» WORK ITEM
Identify all lines in the data containing the string "Left". Copy them out.

################

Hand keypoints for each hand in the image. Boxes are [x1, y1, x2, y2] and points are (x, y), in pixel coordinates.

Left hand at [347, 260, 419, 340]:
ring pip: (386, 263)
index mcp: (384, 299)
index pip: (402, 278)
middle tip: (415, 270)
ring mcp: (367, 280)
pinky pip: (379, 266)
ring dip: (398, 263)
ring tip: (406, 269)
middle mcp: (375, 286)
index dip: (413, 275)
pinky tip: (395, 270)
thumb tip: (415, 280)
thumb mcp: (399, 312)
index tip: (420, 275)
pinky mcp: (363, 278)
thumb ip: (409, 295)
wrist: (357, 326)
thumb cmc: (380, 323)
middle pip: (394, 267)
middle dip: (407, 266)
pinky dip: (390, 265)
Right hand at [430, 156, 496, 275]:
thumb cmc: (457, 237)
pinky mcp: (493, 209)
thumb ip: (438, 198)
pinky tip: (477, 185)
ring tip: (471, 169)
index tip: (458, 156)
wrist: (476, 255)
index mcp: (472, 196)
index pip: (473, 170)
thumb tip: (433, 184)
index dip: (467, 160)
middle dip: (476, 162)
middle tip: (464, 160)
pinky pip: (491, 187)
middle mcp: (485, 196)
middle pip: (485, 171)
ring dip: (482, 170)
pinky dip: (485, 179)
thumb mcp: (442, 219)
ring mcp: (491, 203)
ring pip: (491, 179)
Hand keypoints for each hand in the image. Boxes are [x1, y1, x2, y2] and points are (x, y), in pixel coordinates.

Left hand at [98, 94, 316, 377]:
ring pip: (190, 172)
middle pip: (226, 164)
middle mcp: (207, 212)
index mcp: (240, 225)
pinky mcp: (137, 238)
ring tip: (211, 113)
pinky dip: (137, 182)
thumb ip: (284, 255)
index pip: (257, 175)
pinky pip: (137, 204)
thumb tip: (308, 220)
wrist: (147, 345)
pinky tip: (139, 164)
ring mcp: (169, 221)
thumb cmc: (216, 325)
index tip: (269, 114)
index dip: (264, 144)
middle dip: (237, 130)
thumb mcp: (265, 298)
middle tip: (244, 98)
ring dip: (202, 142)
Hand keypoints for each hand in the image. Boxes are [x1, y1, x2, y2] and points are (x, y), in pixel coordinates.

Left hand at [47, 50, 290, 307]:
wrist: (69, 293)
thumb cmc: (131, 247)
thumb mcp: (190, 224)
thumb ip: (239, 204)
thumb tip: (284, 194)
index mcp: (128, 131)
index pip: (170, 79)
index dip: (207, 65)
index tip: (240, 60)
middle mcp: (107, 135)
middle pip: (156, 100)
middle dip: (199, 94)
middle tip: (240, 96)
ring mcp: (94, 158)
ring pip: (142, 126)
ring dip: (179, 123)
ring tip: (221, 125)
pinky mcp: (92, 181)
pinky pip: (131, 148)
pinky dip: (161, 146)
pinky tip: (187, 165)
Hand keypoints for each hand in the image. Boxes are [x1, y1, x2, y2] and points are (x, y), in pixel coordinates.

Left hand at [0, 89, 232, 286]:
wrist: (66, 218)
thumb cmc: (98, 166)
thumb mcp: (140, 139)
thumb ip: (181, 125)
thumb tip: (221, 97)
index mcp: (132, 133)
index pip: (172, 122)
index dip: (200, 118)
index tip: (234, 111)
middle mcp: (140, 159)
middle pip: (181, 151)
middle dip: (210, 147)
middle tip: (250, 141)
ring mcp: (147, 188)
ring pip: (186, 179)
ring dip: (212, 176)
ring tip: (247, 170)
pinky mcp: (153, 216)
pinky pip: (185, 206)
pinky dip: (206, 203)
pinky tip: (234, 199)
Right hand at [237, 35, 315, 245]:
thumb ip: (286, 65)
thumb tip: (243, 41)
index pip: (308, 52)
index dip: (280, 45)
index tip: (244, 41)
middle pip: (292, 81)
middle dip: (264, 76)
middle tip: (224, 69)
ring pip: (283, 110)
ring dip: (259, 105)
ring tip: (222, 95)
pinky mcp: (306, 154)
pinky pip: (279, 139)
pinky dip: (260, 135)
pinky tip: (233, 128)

################

» RESULT
Left hand at [347, 260, 419, 340]:
Left hand at [98, 94, 316, 377]:
Left hand at [47, 50, 290, 307]:
Left hand at [0, 89, 232, 286]:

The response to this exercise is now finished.